First, there’s the Sarria of memory, in the mind of our ingenuous, ebullient narrator (Donald Currie), a gay man in middle age reminiscing about his precocious sexual awakening via “the Nightingale of Montgomery Street” in a certain storied postwar/Beat-era bar known as the Black Cat Café. At one point in this fourth-wall–smashing show, staged in the round as the invitingly sleazy Black Cat itself, audience members are invited to share their own first-hand impressions of the pioneering San Francisco drag performer and gay rights activist.
Then there are the Sarrias we meet on stage, played to the hilt by Tom Orr and Michael Vega. Each actor is responsible for an aspect of the Sarria “experience,” but in the insouciant critical consciousness of Fisher’s play, that doesn’t necessarily mean it will go unchallenged. “But José Sarria was brown!” shouts a “heckler” at Orr. “You’re not brown.” The contradiction and ensuing kerfuffle provide Fisher and the audience one way into the continuing political relevance and volatility of his subject matter, of course, and some productive laughs come out of it too. Add to this the real possibility of the “real” José Sarria showing up in the audience one night, and you get a sense of the tangled politics of art, and art of politics.

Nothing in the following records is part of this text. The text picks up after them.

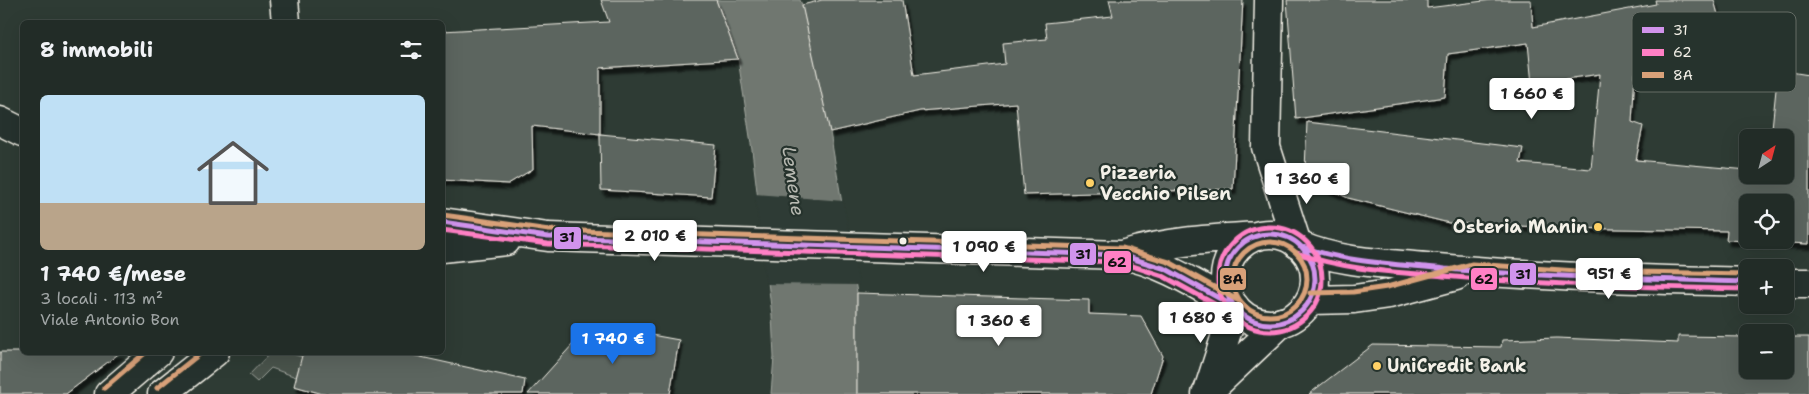 <!DOCTYPE html>
<html lang="it">
<head>
<meta charset="utf-8">
<style>
  body { margin:0; font-family:"Shantell Sans",sans-serif; background:#2a342f; color:#f1f3f6; height:100vh; display:flex; flex-direction:column; font-size:19px; white-space:nowrap }
  * { box-sizing:border-box; margin:0 }
  p { font-size:16px; color:#a2a7a7 }
  .icon { flex:none; width:28px; height:28px; fill:none; stroke:currentColor; stroke-width:2; stroke-linecap:round; stroke-linejoin:round }
  .map { position:relative; flex:1; overflow:hidden }
  .side { position:absolute; left:20px; top:20px; width:425px; height:335px; display:flex; flex-direction:column; background:#222c27; border-radius:8px; box-shadow:0 5px 20px #0002,0 0 0 1px #3f4844 }
  .side>* { flex:none }
  .needle { width:32px; rotate:36deg }
  .fabs { position:absolute; left:1739px; top:129px; display:grid; gap:10px }
  .fabs a { display:grid; place-items:center; width:55px; height:55px; border-radius:8px; background:#222c27; box-shadow:0 5px 20px #0002,0 0 0 1px #3f4844; font-size:25px }
  .price { position:absolute; translate:-50% -42px; padding:0 11px; border-radius:5px; background:#fff; color:#222; font-size:16px; line-height:32px; filter:drop-shadow(0 1px 2px #0008) }
  .price::after { content:''; position:absolute; left:50%; top:30px; width:15px; height:11px; margin-left:-8px; background:inherit; clip-path:polygon(0 0,100% 0,50% 100%) }
  .price.current { background:#1a73e8; color:#fff }
  ul { padding:0; list-style:none }
  li { display:grid; align-content:center; gap:10px; height:265px; padding:0 20px }
  li span { display:grid; place-items:center; height:155px; border-radius:8px; color:#555 }
  li>.icon { margin-inline-start:auto }
  span .icon { width:90px; height:90px; fill:#fffc; stroke-width:1 }
  li b { font-size:21px }
  h2 { display:flex; justify-content:space-between; align-items:center; height:60px; padding:0 20px; font-size:21px }
  .map>svg:first-child { display:block }
  .green { fill:#48524c; stroke:#9ea29a }
  .water { fill:#6f7770; stroke:#a4a8a0 }
  .pier { fill:#2e3b34 }
  .building { fill:#5c655e; stroke:#f4f1e8; fill-rule:evenodd; filter:url(#shadow) }
  .lines { fill:none; stroke-linecap:round; stroke-linejoin:round }
  .minor-casing { stroke:#f4f1e8; stroke-width:31 }
  .major-casing { stroke:#f4f1e8; stroke-width:31 }
  .minor { stroke:#26332d; stroke-width:28 }
  .major { stroke:#26332d; stroke-width:28 }
  .bus-1-casing { stroke:#26332d; stroke-width:9 }
  .bus-2-casing { stroke:#26332d; stroke-width:9 }
  .bus-3-casing { stroke:#26332d; stroke-width:9 }
  .bus-1 { stroke:#d193ec; stroke-width:5 }
  .bus-2 { stroke:#ff80c5; stroke-width:5 }
  .bus-3 { stroke:#d9a179; stroke-width:5 }
  .poi-dot { fill:#ffd166; stroke:#26332d; stroke-width:2 }
  .bus-dot { fill:#f4f1e8; stroke:#26332d; stroke-width:2 }
  .labels { text-anchor:middle; stroke-width:4.5; stroke-linejoin:round; paint-order:stroke }
  .poi-label { font-size:18px; font-weight:bold; fill:#f4f1e8; stroke:#26332d; text-anchor:start }
  .water-label { font-size:19px; font-style:italic; fill:#b8bab2; stroke:#26332d }
  .key { fill:#26332d; stroke:#646c65; stroke-width:1 }
  .key-label { font-size:14px; fill:#f4f1e8 }
  .line-badge { stroke:#26332d; stroke-width:2 }
  .pale-badge-label { font-size:14px; text-anchor:middle; font-weight:bold; fill:#111 }
</style>
</head>
<body>
<div class="map">
<svg width="1809" height="394" viewBox="0 0 1809 394">
  <defs>
    <filter id="shadow"><feDropShadow dx="3" dy="5.5" stdDeviation="1" flood-color="#0009"/></filter>
  </defs>
  <rect width="100%" height="100%" fill="#2e3b34"/>
  <filter id="ink" filterUnits="userSpaceOnUse"><feTurbulence type="fractalNoise" baseFrequency=".02" numOctaves="2"/><feDisplacementMap in="SourceGraphic" scale="10" xChannelSelector="R" yChannelSelector="G"/><feConvolveMatrix kernelMatrix="1 2 1 2 8 2 1 2 1" color-interpolation-filters="sRGB"/></filter>
  <g filter="url(#ink)">
    <path class="green" d="M270 353H289L302 357 296 377 271 368 257 382 249 375Z"/>
    <path class="water" d="M716 0H800L802 5 830 132 857 293V394H771L774 357 772 315 752 150 738 59Z"/>
    <path class="pier" d="M755 194 843 201 859 285 766 284Z"/>
    <path class="building" d="M601 0H716L738 59 600 68V134L532 126 533 169 508 184 442 180V31L609 22Z
      M822 0H902L914 75 1005 64 1003 43 1047 39 1045 23 1113 16 1109 0H1243L1233 189 1024 195 1016 103 920 111 830 132 802 5Z
      M1287 0H1427V8L1492 0H1531L1533 27 1656 4 1655 0H1714L1729 55 1635 73 1632 122 1643 126 1636 160 1748 170V175H1785V138H1771L1778 70 1809 75V244L1726 240 1727 231 1564 228 1449 223 1348 198 1323 186 1305 170 1307 122 1523 148 1520 163 1591 169 1600 74 1532 84 1528 43 1448 54 1445 97 1296 119ZM1748 202H1785V240H1748Z
      M600 134 716 145 711 197 601 190Z
      M857 293 1089 300V314L1141 316 1163 356 1151 394H857Z
      M591 324 679 340 670 394H528Z
      M1678 336 1748 337V370H1785V337H1809V394H1309L1373 345 1501 347 1502 340 1557 338 1678 343Z
      M0 352H121L66 394H0Z
      M303 352H398L525 380 523 394H323L294 386Z"/>
    <g class="lines">
      <defs>
        <path id="minor" d="M284 0 286 22
          M1269 0 1266 147 1297 244
          M1208 391 1235 307
          M1206 394 1282 322"/>
        <path id="major" d="M0 121 22 132
          M442 222 548 237 1121 255C1163 262 1198 286 1235 307
          M1225 279a45 45 0 1 1 90 0a45 45 0 1 1-90 0Z
          M1300 246C1340 263 1384 263 1426 267 1533 277 1640 279 1748 282
          M442 248 506 241
          M1125 254C1168 241 1214 239 1258 236
          M1785 283H1809
          M1310 300 1354 299 1389 294 1456 276
          M109 394 158 352
          M162 394 215 352"/>
      </defs>
      <use href="#minor" class="minor-casing"/>
      <use href="#major" class="major-casing"/>
      <use href="#minor" class="minor"/>
      <use href="#major" class="major"/>
      <defs>
        <path id="bus-1" d="M442 222 548 237 1121 255 1166 269 1235 307
          M1225 279a45 45 0 1 1 90 0a45 45 0 1 1-90 0Z
          M1300 246C1347 263 1396 264 1445 269 1546 277 1647 279 1748 282"/>
        <path id="bus-2" d="M1218 279a52 52 0 1 1 104 0a52 52 0 1 1-104 0Z
          M442 230 548 244 1120 262 1163 276 1231 313
          M1297 253C1344 270 1394 272 1443 276 1545 285 1646 287 1748 289"/>
        <path id="bus-3" d="M443 215 549 230 1122 248 1169 262 1239 301
          M1233 279a37 37 0 1 1 74 0a37 37 0 1 1-74 0Z
          M1310 293 1353 292 1387 287 1472 264 1577 271 1748 274
          M104 388 146 352
          M157 388 202 352"/>
      </defs>
      <use href="#bus-1" class="bus-1-casing"/>
      <use href="#bus-2" class="bus-2-casing"/>
      <use href="#bus-3" class="bus-3-casing"/>
      <use href="#bus-1" class="bus-1"/>
      <use href="#bus-2" class="bus-2"/>
      <use href="#bus-3" class="bus-3"/>
    </g>
  </g>
  <g class="poi-dot">
    <circle cx="1090" cy="183" r="5"/>
    <circle cx="1598" cy="227" r="5"/>
    <circle cx="1377" cy="366" r="5"/>
  </g>
  <circle class="bus-dot" cx="903" cy="241" r="4.5"/>
  <g class="labels">
    <g class="poi-label">
      <text x="1100" y="179">Pizzeria<tspan x="1100" dy="21">Vecchio Pilsen</tspan></text>
      <text x="1588" y="233" text-anchor="end">Osteria Manin</text>
      <text x="1387" y="372">UniCredit Bank</text>
    </g>
    <g class="water-label">
      <text transform="translate(794 181) rotate(82)" y="7">Lemene</text>
    </g>
  </g>
  <rect x="1632" y="12" width="164" height="80" rx="8" class="key"/>
  <rect x="1642" y="27" width="22" height="6" fill="#d193ec"/>
  <rect x="1642" y="49" width="22" height="7" fill="#ff80c5"/>
  <rect x="1642" y="72" width="22" height="6" fill="#d9a179"/>
  <g class="key-label">
    <text x="1673" y="35">31</text>
    <text x="1673" y="57">62</text>
    <text x="1673" y="80">8A</text>
  </g>
  <g class="line-badge">
    <rect x="553" y="226" width="29" height="24" rx="5" fill="#d193ec"/>
    <rect x="1069" y="242" width="28" height="24" rx="5" fill="#d193ec"/>
    <rect x="1103" y="250" width="29" height="24" rx="5" fill="#ff80c5"/>
    <rect x="1509" y="262" width="28" height="24" rx="5" fill="#d193ec"/>
    <rect x="1219" y="267" width="28" height="24" rx="5" fill="#d9a179"/>
    <rect x="1470" y="267" width="28" height="24" rx="5" fill="#ff80c5"/>
  </g>
  <g class="pale-badge-label">
    <text x="567" y="242">31</text>
    <text x="1083" y="259">31</text>
    <text x="1117" y="267">62</text>
    <text x="1523" y="279">31</text>
    <text x="1233" y="284">8A</text>
    <text x="1484" y="284">62</text>
  </g>
</svg>
<div class="fabs">
<a><svg class="needle" viewBox="-14 -14 28 28"><path d="M0-13l5 13h-10z" fill="#e53935"/><path d="M0 13l5-13h-10z" fill="#a2a7a7"/></svg></a>
<a><svg class="icon" aria-label="locate" viewBox="0 0 24 24"><circle cx="12" cy="12" r="6"/><path d="M12 2v4M12 18v4M2 12h4M18 12h4"/></svg></a>
<a>+</a>
<a>−</a>
</div>
<b class="price" style="left:1532px;top:120px">1 660 €</b>
<b class="price" style="left:1307px;top:205px">1 360 €</b>
<b class="price" style="left:655px;top:262px">2 010 €</b>
<b class="price" style="left:984px;top:273px">1 090 €</b>
<b class="price" style="left:1609px;top:300px">951 €</b>
<b class="price" style="left:1201px;top:344px">1 680 €</b>
<b class="price" style="left:999px;top:347px">1 360 €</b>
<b class="price current" style="left:613px;top:365px">1 740 €</b>
<section class="side">
<h2>8 immobili<svg class="icon" aria-label="filters" viewBox="0 0 24 24"><path d="M4 7h16M4 17h16"/><circle cx="9" cy="7" r="2"/><circle cx="15" cy="17" r="2"/></svg></h2>
<ul>
<li><span style="background:linear-gradient(#bfe0f5 70%,#b9a48a 0)"><svg class="icon" aria-label="home" viewBox="0 0 24 24"><path d="M3 11l9-7 9 7M6 9v11h12V9"/></svg></span><div><b>1 740 €/mese</b><p>3 locali · 113 m²</p><p>Viale Antonio Bon</p></div></li>
</ul>
</section>
</div>
</body>
</html>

Frenetically staged, often very funny, endlessly self-referential, and indeed — as one character doesn’t hesitate to complain — a bit long, “SexRev” moves fitfully back and forth across the last several decades of San Francisco queer life and politics. But as a history lesson, a widening of horizons, and a spur to political vigilance on behalf of freedom for everyone, it’s a hell of a lively night out.